Every line below should come back exactly as written, though the pictures stay out.
─── Information given ───
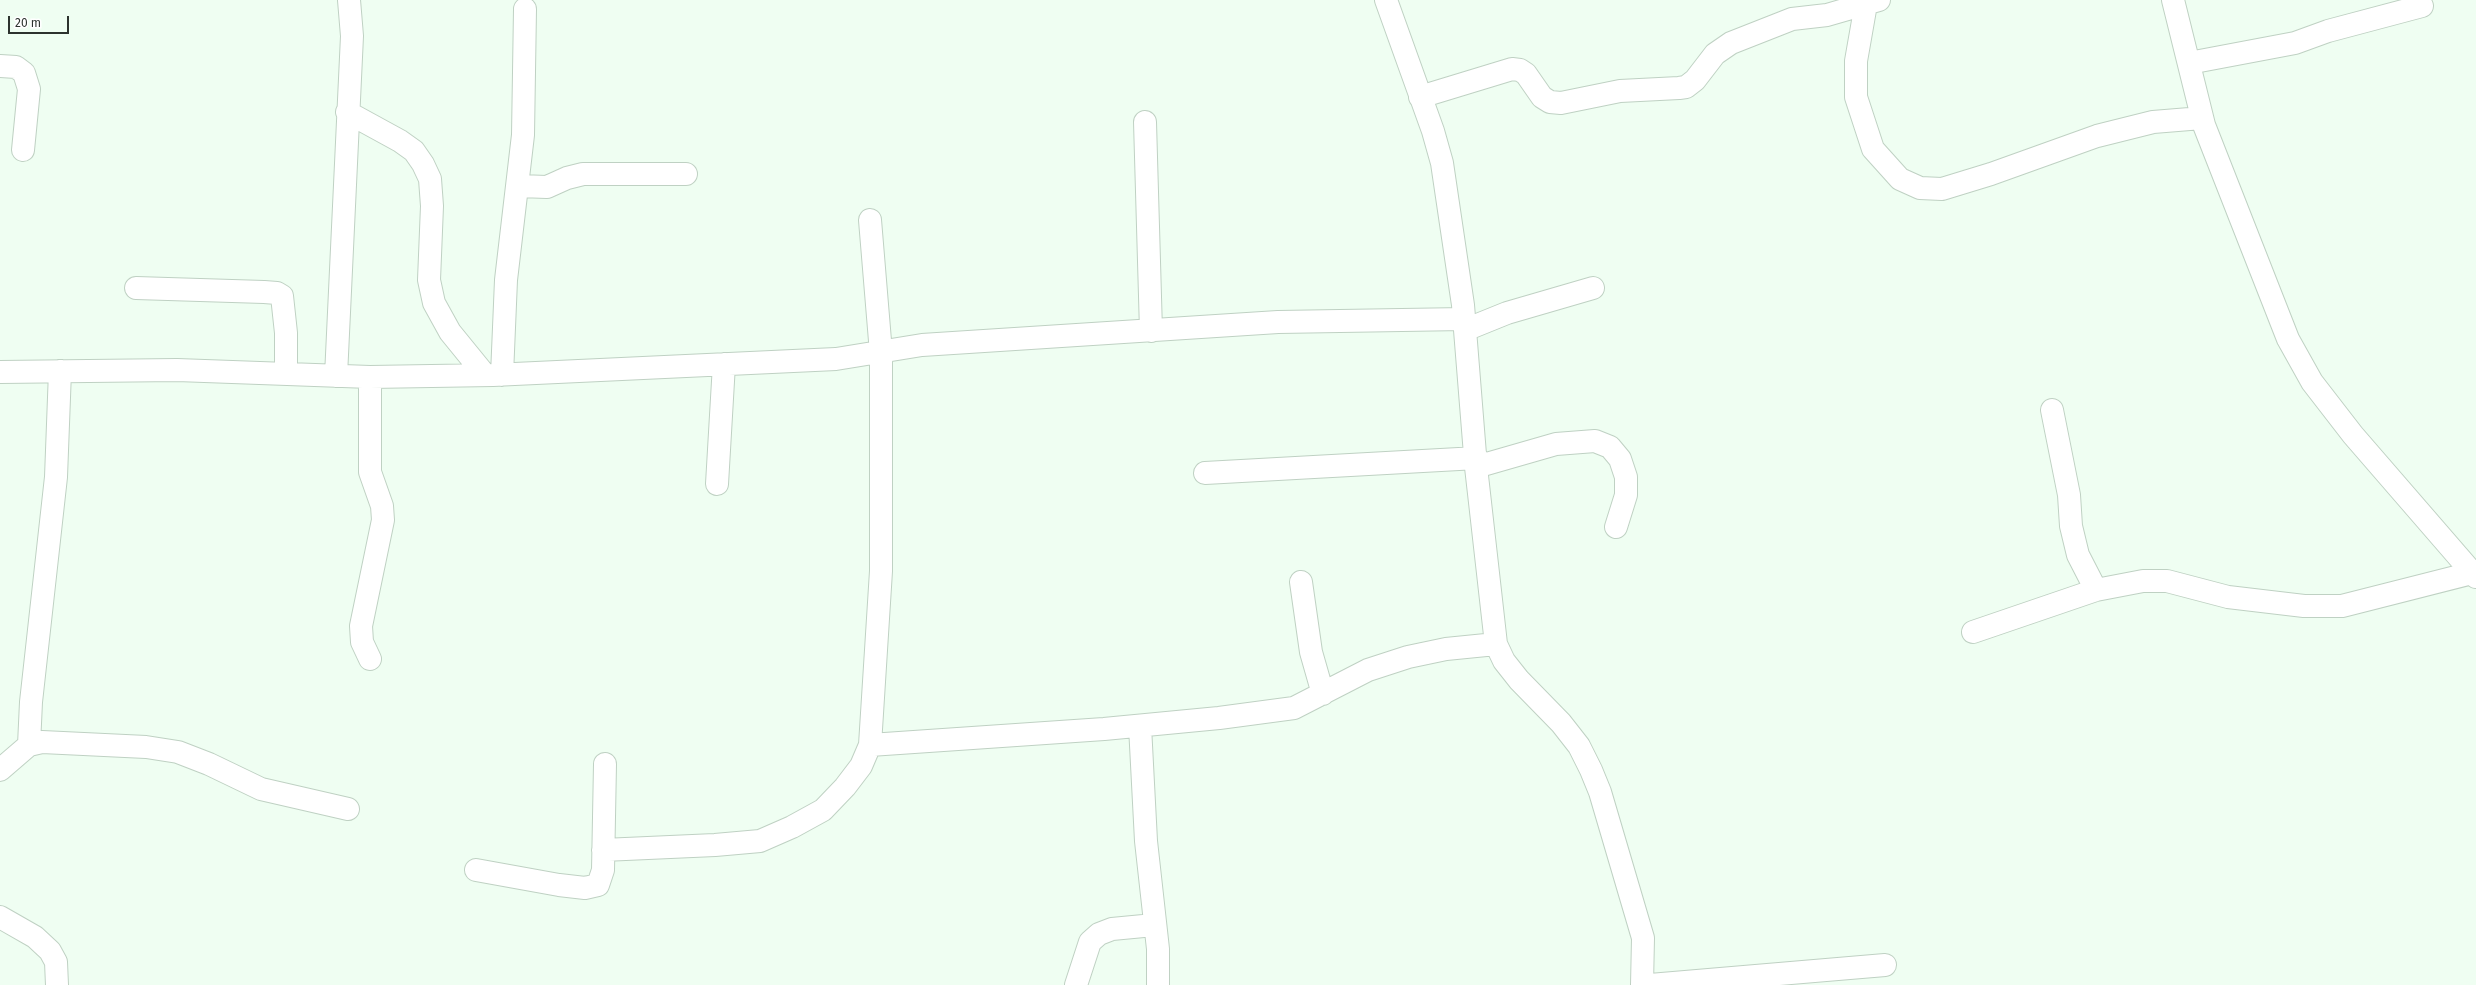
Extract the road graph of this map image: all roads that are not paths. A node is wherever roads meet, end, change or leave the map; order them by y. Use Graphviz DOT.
graph roads {
  1 [pos="349,0"];
  2 [pos="1386,0"];
  3 [pos="2173,0"];
  4 [pos="1872,2"];
  5 [pos="2422,6"];
  6 [pos="525,9"];
  7 [pos="2189,63"];
  8 [pos="0,66"];
  9 [pos="1420,97"];
  10 [pos="347,112"];
  11 [pos="2202,118"];
  12 [pos="1145,122"];
  13 [pos="23,150"];
  14 [pos="686,174"];
  15 [pos="519,186"];
  16 [pos="870,220"];
  17 [pos="136,288"];
  18 [pos="1593,288"];
  19 [pos="1465,324"];
  20 [pos="1151,331"];
  21 [pos="881,353"];
  22 [pos="724,364"];
  23 [pos="60,371"];
  24 [pos="0,372"];
  25 [pos="286,374"];
  26 [pos="494,375"];
  27 [pos="336,376"];
  28 [pos="370,377"];
  29 [pos="2052,410"];
  30 [pos="1477,462"];
  31 [pos="1205,473"];
  32 [pos="717,484"];
  33 [pos="1616,527"];
  34 [pos="2475,574"];
  35 [pos="1301,582"];
  36 [pos="2096,590"];
  37 [pos="1973,632"];
  38 [pos="1496,644"];
  39 [pos="370,659"];
  40 [pos="1324,694"];
  41 [pos="1140,726"];
  42 [pos="29,745"];
  43 [pos="870,745"];
  44 [pos="605,764"];
  45 [pos="0,770"];
  46 [pos="348,809"];
  47 [pos="603,850"];
  48 [pos="476,870"];
  49 [pos="0,917"];
  50 [pos="1154,925"];
  51 [pos="1885,965"];
  52 [pos="57,985"];
  53 [pos="1076,985"];
  54 [pos="1158,985"];
  55 [pos="1642,985"];
  56 [pos="1650,985"];
  1 -- 10 [label="street"];
  2 -- 9 [label="street"];
  3 -- 7 [label="street"];
  4 -- 9 [label="street"];
  4 -- 11 [label="street"];
  5 -- 7 [label="street"];
  6 -- 15 [label="street"];
  7 -- 11 [label="street"];
  8 -- 13 [label="street"];
  9 -- 19 [label="street"];
  10 -- 26 [label="street"];
  10 -- 27 [label="street"];
  11 -- 34 [label="street"];
  12 -- 20 [label="street"];
  14 -- 15 [label="street"];
  15 -- 26 [label="street"];
  16 -- 21 [label="street"];
  17 -- 25 [label="street"];
  18 -- 19 [label="street"];
  19 -- 20 [label="street"];
  19 -- 30 [label="street"];
  20 -- 21 [label="street"];
  21 -- 22 [label="street"];
  21 -- 43 [label="street"];
  22 -- 26 [label="street"];
  22 -- 32 [label="street"];
  23 -- 24 [label="street"];
  23 -- 25 [label="street"];
  23 -- 42 [label="street"];
  25 -- 27 [label="street"];
  26 -- 28 [label="street"];
  27 -- 28 [label="street"];
  28 -- 39 [label="street"];
  29 -- 36 [label="street"];
  30 -- 31 [label="street"];
  30 -- 33 [label="street"];
  30 -- 38 [label="street"];
  34 -- 36 [label="street"];
  35 -- 40 [label="street"];
  36 -- 37 [label="street"];
  38 -- 40 [label="street"];
  38 -- 55 [label="street"];
  40 -- 41 [label="street"];
  41 -- 43 [label="street"];
  41 -- 50 [label="street"];
  42 -- 45 [label="street"];
  42 -- 46 [label="street"];
  43 -- 47 [label="street"];
  44 -- 47 [label="street"];
  47 -- 48 [label="street"];
  49 -- 52 [label="street"];
  50 -- 53 [label="street"];
  50 -- 54 [label="street"];
  51 -- 56 [label="street"];
}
───
■ Answer space:
Extract the road graph of this map image: all roads that are not paths. A node is wherever roads meet, end, change or leave the map; order them by y. Use Graphviz DOT.
graph roads {
  1 [pos="349,0"];
  2 [pos="1386,0"];
  3 [pos="2173,0"];
  4 [pos="1872,2"];
  5 [pos="2422,6"];
  6 [pos="525,9"];
  7 [pos="2189,63"];
  8 [pos="0,66"];
  9 [pos="1420,97"];
  10 [pos="347,112"];
  11 [pos="2202,118"];
  12 [pos="1145,122"];
  13 [pos="23,150"];
  14 [pos="686,174"];
  15 [pos="519,186"];
  16 [pos="870,220"];
  17 [pos="136,288"];
  18 [pos="1593,288"];
  19 [pos="1465,324"];
  20 [pos="1151,331"];
  21 [pos="881,353"];
  22 [pos="724,364"];
  23 [pos="60,371"];
  24 [pos="0,372"];
  25 [pos="286,374"];
  26 [pos="494,375"];
  27 [pos="336,376"];
  28 [pos="370,377"];
  29 [pos="2052,410"];
  30 [pos="1477,462"];
  31 [pos="1205,473"];
  32 [pos="717,484"];
  33 [pos="1616,527"];
  34 [pos="2475,574"];
  35 [pos="1301,582"];
  36 [pos="2096,590"];
  37 [pos="1973,632"];
  38 [pos="1496,644"];
  39 [pos="370,659"];
  40 [pos="1324,694"];
  41 [pos="1140,726"];
  42 [pos="29,745"];
  43 [pos="870,745"];
  44 [pos="605,764"];
  45 [pos="0,770"];
  46 [pos="348,809"];
  47 [pos="603,850"];
  48 [pos="476,870"];
  49 [pos="0,917"];
  50 [pos="1154,925"];
  51 [pos="1885,965"];
  52 [pos="57,985"];
  53 [pos="1076,985"];
  54 [pos="1158,985"];
  55 [pos="1642,985"];
  56 [pos="1650,985"];
  1 -- 10 [label="street"];
  2 -- 9 [label="street"];
  3 -- 7 [label="street"];
  4 -- 9 [label="street"];
  4 -- 11 [label="street"];
  5 -- 7 [label="street"];
  6 -- 15 [label="street"];
  7 -- 11 [label="street"];
  8 -- 13 [label="street"];
  9 -- 19 [label="street"];
  10 -- 26 [label="street"];
  10 -- 27 [label="street"];
  11 -- 34 [label="street"];
  12 -- 20 [label="street"];
  14 -- 15 [label="street"];
  15 -- 26 [label="street"];
  16 -- 21 [label="street"];
  17 -- 25 [label="street"];
  18 -- 19 [label="street"];
  19 -- 20 [label="street"];
  19 -- 30 [label="street"];
  20 -- 21 [label="street"];
  21 -- 22 [label="street"];
  21 -- 43 [label="street"];
  22 -- 26 [label="street"];
  22 -- 32 [label="street"];
  23 -- 24 [label="street"];
  23 -- 25 [label="street"];
  23 -- 42 [label="street"];
  25 -- 27 [label="street"];
  26 -- 28 [label="street"];
  27 -- 28 [label="street"];
  28 -- 39 [label="street"];
  29 -- 36 [label="street"];
  30 -- 31 [label="street"];
  30 -- 33 [label="street"];
  30 -- 38 [label="street"];
  34 -- 36 [label="street"];
  35 -- 40 [label="street"];
  36 -- 37 [label="street"];
  38 -- 40 [label="street"];
  38 -- 55 [label="street"];
  40 -- 41 [label="street"];
  41 -- 43 [label="street"];
  41 -- 50 [label="street"];
  42 -- 45 [label="street"];
  42 -- 46 [label="street"];
  43 -- 47 [label="street"];
  44 -- 47 [label="street"];
  47 -- 48 [label="street"];
  49 -- 52 [label="street"];
  50 -- 53 [label="street"];
  50 -- 54 [label="street"];
  51 -- 56 [label="street"];
}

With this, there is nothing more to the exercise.